* Task directions *
Going down the listing below, print exactly each line from the one with "thumb ip: (360, 325)" up to and including the one with "middle pip: (335, 227)", and skip the rest.

---

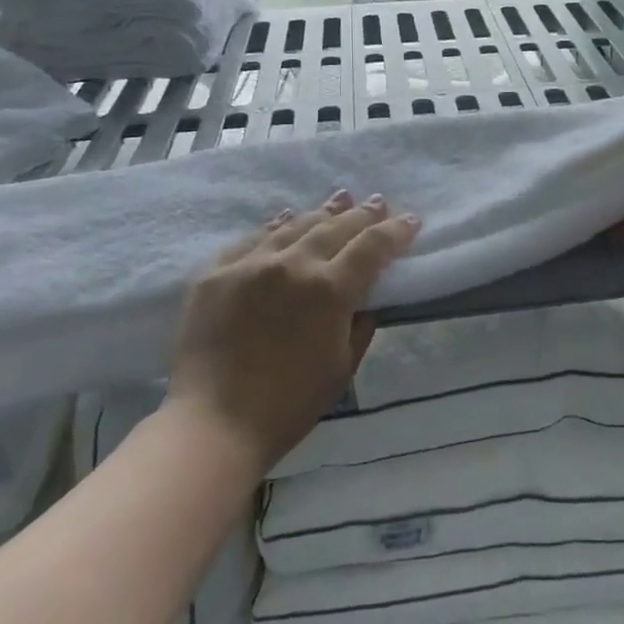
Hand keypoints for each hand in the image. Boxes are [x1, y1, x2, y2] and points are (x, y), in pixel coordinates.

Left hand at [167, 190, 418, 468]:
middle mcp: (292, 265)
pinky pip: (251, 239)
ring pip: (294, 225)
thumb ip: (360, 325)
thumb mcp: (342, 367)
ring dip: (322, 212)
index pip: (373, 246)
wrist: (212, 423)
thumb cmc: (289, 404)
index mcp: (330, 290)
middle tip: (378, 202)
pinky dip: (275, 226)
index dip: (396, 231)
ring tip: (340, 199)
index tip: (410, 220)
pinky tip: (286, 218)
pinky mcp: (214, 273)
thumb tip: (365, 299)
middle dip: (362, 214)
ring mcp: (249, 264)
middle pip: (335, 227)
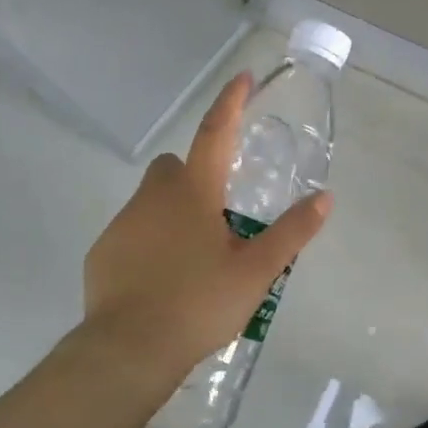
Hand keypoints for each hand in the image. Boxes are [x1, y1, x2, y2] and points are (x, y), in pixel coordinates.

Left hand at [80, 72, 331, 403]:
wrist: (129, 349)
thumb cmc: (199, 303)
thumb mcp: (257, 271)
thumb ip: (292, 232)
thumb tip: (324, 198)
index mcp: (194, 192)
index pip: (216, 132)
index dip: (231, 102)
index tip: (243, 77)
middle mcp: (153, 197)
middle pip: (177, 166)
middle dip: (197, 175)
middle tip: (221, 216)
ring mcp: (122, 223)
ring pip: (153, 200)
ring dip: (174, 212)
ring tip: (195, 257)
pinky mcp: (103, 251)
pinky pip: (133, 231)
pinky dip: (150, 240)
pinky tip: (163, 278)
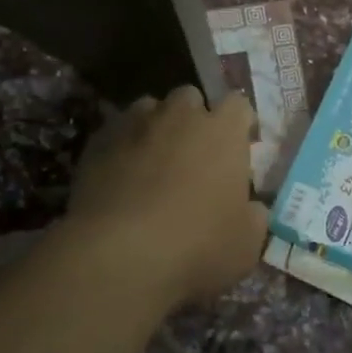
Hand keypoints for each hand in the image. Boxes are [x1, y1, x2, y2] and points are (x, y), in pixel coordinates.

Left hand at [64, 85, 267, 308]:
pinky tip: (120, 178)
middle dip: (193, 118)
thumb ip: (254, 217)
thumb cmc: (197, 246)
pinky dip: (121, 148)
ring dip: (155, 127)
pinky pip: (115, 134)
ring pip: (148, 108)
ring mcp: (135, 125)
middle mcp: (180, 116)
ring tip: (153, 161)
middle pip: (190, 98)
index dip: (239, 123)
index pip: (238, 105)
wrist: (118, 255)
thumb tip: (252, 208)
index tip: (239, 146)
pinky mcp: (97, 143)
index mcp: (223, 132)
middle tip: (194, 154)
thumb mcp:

---

* Exercise response *
thumb ip: (360, 325)
thumb mcp: (342, 367)
ring dip: (322, 212)
index pip: (373, 246)
wrist: (212, 423)
thumb cmc: (289, 404)
index mcp: (330, 290)
middle tip: (378, 202)
pinky dip: (275, 226)
index dip: (396, 231)
ring tip: (340, 199)
index tip: (410, 220)
pinky tip: (286, 218)
pinky mcp: (214, 273)
thumb tip: (365, 299)
middle dip: (362, 214)
ring mcp: (249, 264)
middle pip: (335, 227)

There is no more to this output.